A diferencia de Argentina, Ecuador o Bolivia, los problemas de Chile no tienen su origen en una crisis macroeconómica. A decir verdad, el país trasandino viene creciendo ininterrumpidamente desde hace décadas, con gran control de las variables macroeconómicas y cuentas fiscales muy ordenadas. Si se considera el crecimiento promedio de PIB que ha tenido Chile desde 1990 hasta 2015, la tasa de crecimiento promedio anual es del 5%. Aunque a partir del 2019 ese crecimiento se desaceleró, la economía sigue creciendo y se prevé que en 2023 Chile pueda pasar a pertenecer al grupo de países desarrollados. El modelo chileno también ha sido muy exitoso en bajar la pobreza, siendo el segundo país de América Latina (después de Uruguay) con menos pobres.

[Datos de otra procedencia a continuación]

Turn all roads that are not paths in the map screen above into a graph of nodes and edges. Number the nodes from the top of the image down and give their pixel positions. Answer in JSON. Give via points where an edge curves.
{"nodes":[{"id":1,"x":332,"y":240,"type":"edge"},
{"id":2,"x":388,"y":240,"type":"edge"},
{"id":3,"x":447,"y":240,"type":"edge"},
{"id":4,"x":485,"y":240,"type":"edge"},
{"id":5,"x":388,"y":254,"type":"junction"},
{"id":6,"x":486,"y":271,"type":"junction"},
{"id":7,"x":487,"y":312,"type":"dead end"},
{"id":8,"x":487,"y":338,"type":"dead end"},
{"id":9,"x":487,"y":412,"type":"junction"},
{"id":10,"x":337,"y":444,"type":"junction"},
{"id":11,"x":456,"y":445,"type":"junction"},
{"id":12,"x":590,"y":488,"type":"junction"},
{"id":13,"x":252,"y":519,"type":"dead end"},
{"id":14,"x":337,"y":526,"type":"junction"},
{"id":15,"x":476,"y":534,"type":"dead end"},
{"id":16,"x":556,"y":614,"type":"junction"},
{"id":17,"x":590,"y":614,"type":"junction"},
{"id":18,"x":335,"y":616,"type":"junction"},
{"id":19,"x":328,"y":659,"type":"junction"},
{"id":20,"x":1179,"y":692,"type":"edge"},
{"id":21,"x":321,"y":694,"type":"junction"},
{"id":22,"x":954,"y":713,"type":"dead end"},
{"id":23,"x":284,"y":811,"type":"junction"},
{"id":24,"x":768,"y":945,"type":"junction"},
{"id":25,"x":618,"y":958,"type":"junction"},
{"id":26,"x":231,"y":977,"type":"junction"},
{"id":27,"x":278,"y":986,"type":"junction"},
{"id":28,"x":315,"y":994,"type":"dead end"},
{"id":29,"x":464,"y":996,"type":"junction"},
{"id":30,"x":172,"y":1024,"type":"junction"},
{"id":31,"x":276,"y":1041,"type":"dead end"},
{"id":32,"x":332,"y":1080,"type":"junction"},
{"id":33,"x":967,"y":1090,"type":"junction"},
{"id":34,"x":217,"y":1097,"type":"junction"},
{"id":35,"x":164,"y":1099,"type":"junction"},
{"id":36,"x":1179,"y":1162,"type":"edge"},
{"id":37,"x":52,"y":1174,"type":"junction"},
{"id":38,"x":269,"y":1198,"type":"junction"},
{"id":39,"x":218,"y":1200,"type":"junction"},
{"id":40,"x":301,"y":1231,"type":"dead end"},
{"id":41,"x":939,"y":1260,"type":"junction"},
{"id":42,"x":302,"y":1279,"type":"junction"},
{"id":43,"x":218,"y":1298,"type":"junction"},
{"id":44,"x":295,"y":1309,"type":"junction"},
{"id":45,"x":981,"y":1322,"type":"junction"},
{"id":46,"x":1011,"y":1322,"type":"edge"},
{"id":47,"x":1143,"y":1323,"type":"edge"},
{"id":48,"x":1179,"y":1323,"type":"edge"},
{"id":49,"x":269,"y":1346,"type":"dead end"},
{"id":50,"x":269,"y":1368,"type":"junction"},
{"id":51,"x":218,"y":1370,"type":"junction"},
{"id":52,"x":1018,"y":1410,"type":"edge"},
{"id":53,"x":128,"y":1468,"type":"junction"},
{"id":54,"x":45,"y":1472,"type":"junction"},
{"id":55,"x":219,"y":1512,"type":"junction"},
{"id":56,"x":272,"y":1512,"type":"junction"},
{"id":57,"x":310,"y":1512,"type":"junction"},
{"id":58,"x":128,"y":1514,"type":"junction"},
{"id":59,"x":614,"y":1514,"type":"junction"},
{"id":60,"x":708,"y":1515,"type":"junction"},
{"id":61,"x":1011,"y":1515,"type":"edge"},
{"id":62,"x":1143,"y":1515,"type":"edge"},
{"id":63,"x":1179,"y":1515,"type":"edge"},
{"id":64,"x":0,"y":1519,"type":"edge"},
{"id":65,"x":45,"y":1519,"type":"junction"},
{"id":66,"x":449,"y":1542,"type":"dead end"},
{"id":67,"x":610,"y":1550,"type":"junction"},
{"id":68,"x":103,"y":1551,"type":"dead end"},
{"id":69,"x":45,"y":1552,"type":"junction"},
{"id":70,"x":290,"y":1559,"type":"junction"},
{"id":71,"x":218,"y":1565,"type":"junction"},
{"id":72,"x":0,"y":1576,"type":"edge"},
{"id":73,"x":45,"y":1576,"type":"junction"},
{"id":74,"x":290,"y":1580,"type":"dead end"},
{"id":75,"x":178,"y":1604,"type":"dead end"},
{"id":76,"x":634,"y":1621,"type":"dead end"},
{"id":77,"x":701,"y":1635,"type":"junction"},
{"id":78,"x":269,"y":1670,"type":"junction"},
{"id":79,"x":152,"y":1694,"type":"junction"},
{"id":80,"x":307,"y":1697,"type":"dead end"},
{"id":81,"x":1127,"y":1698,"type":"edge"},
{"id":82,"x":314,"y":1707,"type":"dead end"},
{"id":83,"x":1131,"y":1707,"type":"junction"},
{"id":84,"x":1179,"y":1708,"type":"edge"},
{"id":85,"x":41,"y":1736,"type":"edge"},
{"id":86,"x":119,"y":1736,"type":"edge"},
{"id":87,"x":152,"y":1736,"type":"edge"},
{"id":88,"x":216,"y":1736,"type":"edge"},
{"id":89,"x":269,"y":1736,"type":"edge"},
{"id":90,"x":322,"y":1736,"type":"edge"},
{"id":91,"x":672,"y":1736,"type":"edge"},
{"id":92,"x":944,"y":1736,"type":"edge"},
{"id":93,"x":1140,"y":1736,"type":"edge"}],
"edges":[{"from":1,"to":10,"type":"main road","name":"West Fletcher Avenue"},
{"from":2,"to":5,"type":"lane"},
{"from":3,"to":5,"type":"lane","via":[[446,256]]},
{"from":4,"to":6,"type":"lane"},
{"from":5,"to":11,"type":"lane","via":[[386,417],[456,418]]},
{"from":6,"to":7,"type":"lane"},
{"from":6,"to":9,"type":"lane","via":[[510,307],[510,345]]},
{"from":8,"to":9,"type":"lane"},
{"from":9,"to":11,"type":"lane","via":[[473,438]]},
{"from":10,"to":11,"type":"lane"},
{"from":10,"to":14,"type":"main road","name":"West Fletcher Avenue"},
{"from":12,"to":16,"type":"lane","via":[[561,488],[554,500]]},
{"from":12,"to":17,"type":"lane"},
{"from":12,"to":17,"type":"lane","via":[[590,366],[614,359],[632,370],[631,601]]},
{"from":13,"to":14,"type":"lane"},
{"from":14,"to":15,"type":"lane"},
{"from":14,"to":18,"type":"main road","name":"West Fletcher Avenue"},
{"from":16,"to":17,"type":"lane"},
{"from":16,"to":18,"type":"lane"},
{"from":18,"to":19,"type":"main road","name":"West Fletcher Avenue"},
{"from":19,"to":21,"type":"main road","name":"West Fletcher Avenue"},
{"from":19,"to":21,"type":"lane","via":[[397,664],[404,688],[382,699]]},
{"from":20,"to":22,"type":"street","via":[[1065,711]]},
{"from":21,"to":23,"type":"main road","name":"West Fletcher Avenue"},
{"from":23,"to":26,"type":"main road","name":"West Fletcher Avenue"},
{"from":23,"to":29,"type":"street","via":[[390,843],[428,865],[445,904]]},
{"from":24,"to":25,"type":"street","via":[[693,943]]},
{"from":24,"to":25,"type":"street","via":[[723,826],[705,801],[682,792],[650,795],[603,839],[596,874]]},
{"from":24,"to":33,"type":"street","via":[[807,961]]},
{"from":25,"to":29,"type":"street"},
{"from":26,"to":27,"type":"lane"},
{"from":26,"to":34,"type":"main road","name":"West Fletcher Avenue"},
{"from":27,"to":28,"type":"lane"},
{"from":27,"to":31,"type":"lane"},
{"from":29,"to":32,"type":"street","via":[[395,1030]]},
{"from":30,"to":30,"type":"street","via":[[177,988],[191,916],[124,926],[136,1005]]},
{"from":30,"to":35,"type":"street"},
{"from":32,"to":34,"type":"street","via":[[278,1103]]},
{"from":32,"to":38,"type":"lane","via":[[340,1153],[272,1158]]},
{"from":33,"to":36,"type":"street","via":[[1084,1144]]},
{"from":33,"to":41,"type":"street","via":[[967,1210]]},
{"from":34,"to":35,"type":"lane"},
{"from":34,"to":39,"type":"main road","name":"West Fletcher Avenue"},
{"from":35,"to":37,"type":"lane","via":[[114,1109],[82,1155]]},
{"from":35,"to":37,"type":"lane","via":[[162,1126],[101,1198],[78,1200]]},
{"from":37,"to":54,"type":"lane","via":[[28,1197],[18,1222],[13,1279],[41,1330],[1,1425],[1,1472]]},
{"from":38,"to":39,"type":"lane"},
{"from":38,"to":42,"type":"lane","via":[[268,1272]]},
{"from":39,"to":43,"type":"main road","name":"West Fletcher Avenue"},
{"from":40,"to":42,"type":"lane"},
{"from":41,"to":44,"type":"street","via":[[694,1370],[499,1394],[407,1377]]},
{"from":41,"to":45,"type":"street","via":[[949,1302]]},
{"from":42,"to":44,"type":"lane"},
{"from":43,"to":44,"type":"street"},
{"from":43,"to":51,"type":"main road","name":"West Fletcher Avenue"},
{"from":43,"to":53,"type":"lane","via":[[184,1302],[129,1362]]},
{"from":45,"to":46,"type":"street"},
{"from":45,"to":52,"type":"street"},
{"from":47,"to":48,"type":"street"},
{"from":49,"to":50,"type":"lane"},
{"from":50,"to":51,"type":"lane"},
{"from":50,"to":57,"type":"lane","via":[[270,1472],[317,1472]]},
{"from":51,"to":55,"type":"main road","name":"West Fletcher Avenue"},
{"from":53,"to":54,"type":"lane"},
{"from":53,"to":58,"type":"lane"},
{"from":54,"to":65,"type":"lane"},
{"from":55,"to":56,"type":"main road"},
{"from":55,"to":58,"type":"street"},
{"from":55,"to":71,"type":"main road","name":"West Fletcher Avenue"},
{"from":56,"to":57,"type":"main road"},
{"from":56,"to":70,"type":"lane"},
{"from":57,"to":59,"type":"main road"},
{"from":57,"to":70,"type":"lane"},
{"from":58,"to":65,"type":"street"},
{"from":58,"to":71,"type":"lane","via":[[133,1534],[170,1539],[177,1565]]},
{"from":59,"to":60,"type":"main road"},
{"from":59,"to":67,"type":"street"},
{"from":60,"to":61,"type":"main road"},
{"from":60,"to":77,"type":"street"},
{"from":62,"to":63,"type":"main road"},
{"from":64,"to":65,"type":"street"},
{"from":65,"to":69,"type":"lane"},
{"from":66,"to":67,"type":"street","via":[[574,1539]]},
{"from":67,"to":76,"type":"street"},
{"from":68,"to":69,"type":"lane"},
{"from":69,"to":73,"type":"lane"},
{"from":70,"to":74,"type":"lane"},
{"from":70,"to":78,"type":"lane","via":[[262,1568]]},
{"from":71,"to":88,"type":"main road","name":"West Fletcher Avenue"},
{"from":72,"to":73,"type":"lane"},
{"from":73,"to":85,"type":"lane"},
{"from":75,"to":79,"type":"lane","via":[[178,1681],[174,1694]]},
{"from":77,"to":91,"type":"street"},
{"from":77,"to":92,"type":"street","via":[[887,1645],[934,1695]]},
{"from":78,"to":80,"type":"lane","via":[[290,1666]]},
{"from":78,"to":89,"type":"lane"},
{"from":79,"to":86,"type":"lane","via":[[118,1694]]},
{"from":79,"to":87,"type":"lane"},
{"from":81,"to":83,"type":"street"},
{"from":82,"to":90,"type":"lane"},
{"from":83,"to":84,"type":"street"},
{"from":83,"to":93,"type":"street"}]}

Sin embargo, a pesar del éxito del modelo económico chileno, tiene un gran problema puertas adentro que tiene que ver con la desigualdad en la distribución de los ingresos. Para demostrarlo, les presentaré un indicador conocido como coeficiente de Gini.

Coeficiente de Gini

El coeficiente o índice de Gini mide hasta qué punto la distribución del ingreso entre las personas u hogares, dentro de una economía, se aleja de una distribución perfectamente equitativa. Por lo tanto, un índice de Gini de 0 representa una equidad perfecta (todos ganan lo mismo), mientras que un índice de 100 representa una inequidad perfecta (una persona se queda con todos los ingresos y los demás no reciben nada).

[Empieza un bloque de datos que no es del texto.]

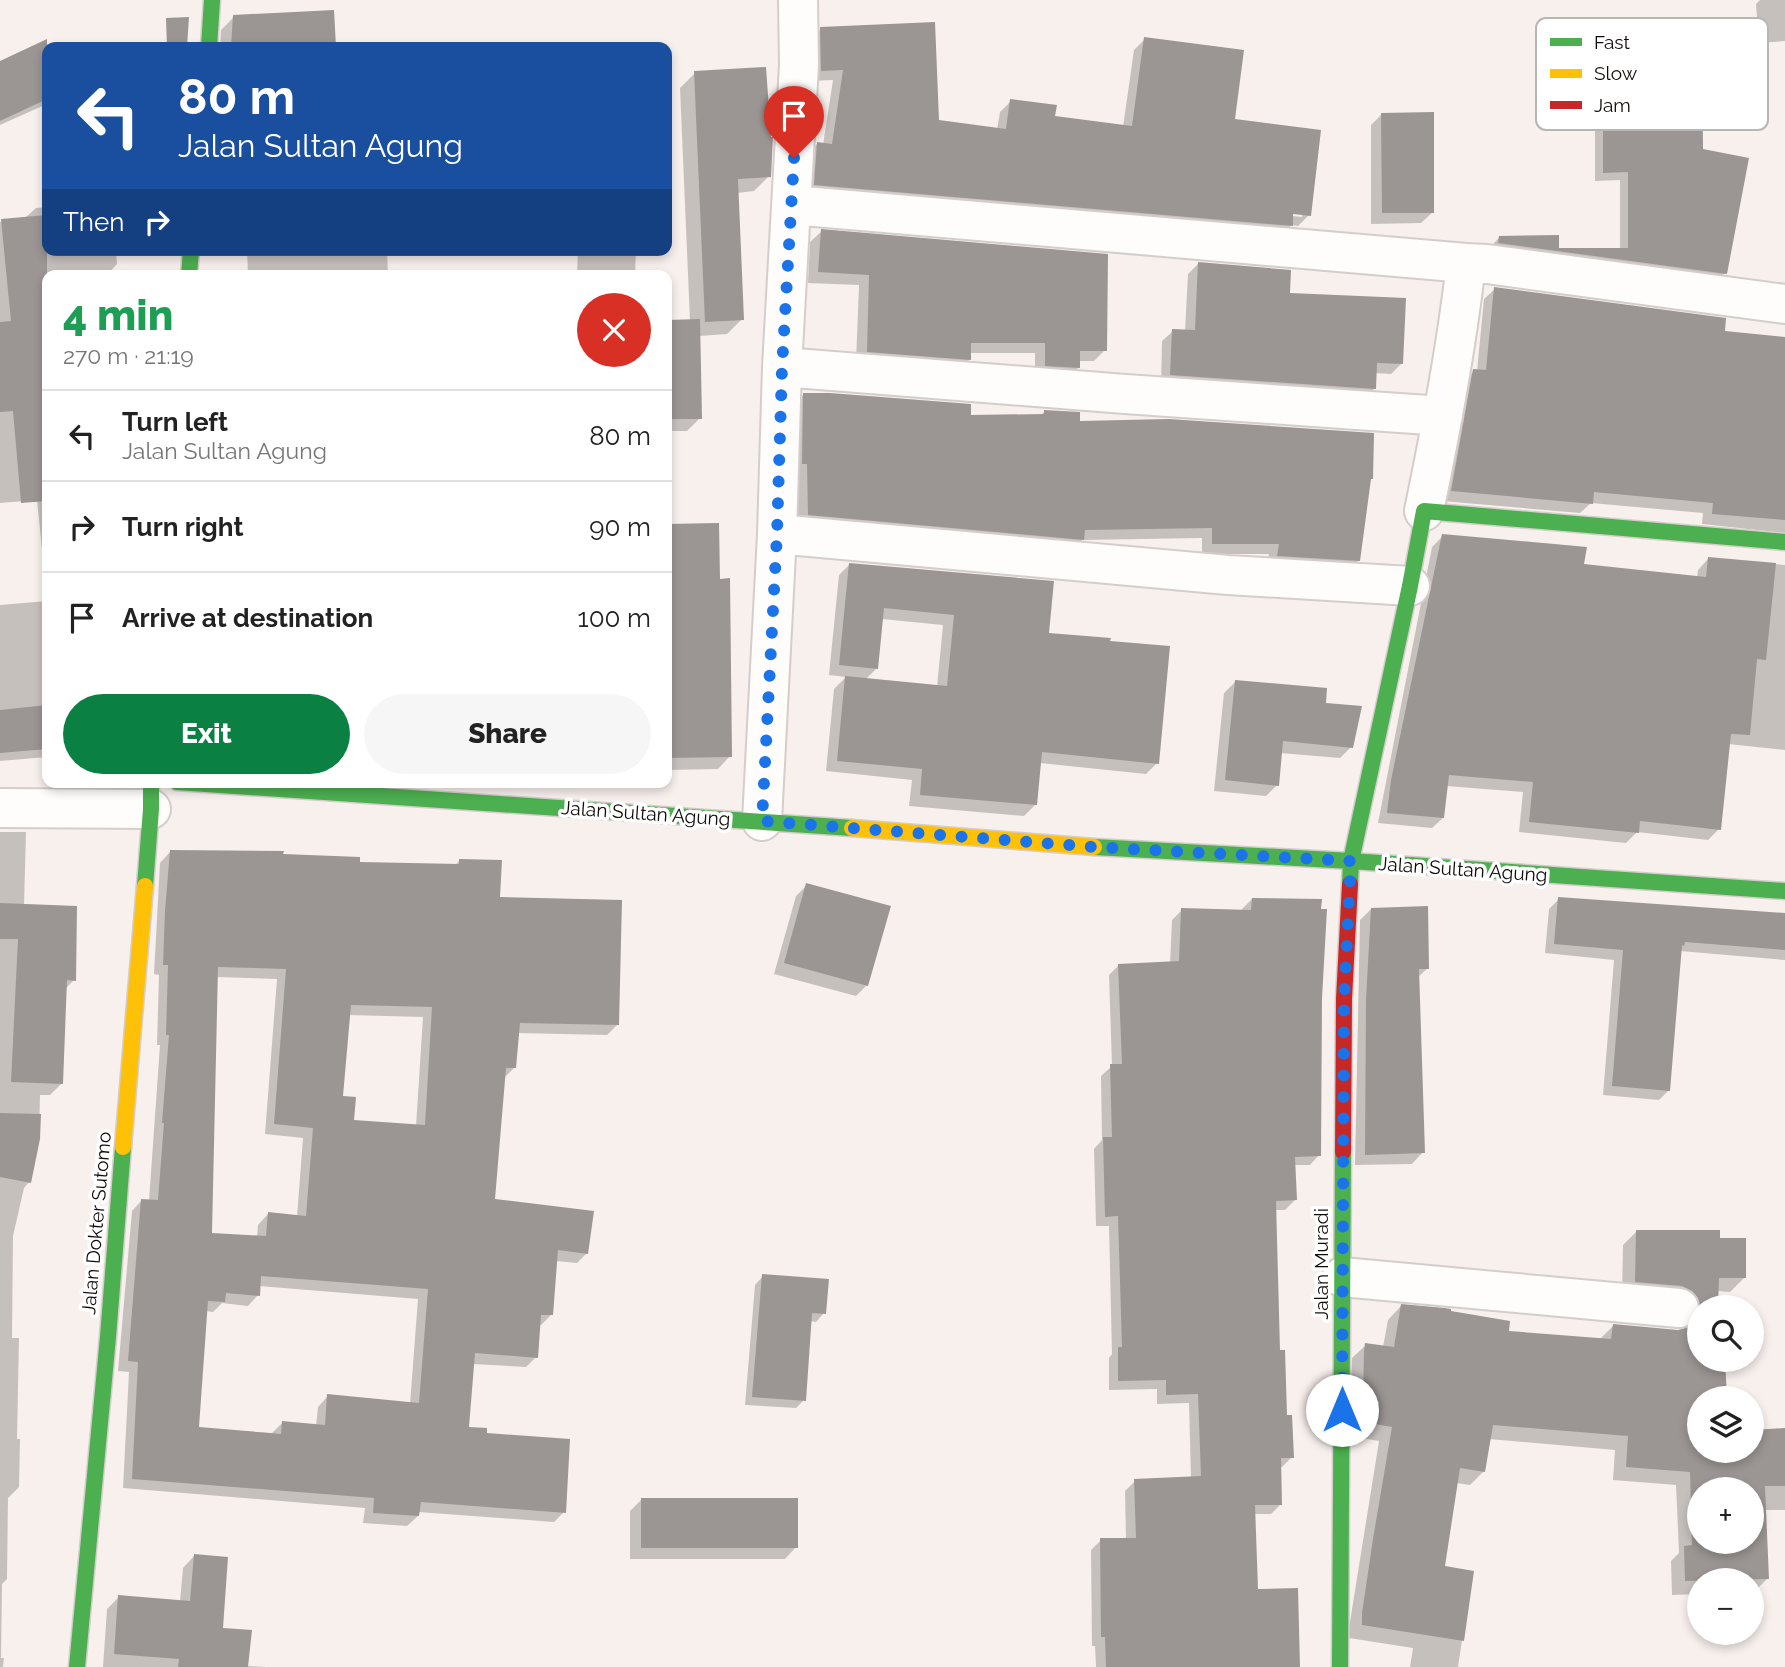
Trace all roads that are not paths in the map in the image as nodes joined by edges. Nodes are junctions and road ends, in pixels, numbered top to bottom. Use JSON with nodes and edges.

Si analizamos los datos del Gini para el año 2018, Chile no es solamente el país de sudamérica más desigual de la OCDE, sino que se encuentra en el puesto número 13 como el país más desigual del mundo. Si lo comparamos con Argentina, en esto estamos mucho mejor, ya que ocupamos el puesto 46 del ranking.

Ranking de los países más desigualesPaísGINI año 2018
1Sudáfrica57,7
2Namibia55
3Sri Lanka51,4
4China51
5Zambia49,5
6Lesotho49,3
7Colombia48,9
8Honduras48,3
9India47,9
10Filipinas47,9
11Egipto47
12Panamá46,1
13Chile45,9
14México 45,9
15Costa Rica 45,7
46Argentina38,6

Según los datos del Instituto Nacional de Estadísticas de Chile, el ingreso medio mensual de los trabajadores en Chile es de U$s795 mensuales (aproximadamente  unos $47.750 pesos argentinos), lo cual está bastante bien si lo analizamos desde nuestro punto de vista. Sin embargo, existe una gran brecha entre los ingresos de los más pobres (el 70% de los trabajadores tuvieron ingresos iguales o menores al ingreso medio) y también una gran brecha de género, ya que en promedio las mujeres chilenas ganan 17% menos que los hombres.

Estas diferencias salariales se acentúan aún más si las analizamos en base al nivel de educación, ya que en promedio, los trabajadores con educación universitaria ganan 2,4 veces más que los trabajadores con educación secundaria. El problema con ello es que acceder a la educación universitaria en Chile es sumamente costoso, porque su sistema educativo es esencialmente privado (sólo el 24,1% de los trabajadores chilenos cuentan con educación universitaria). 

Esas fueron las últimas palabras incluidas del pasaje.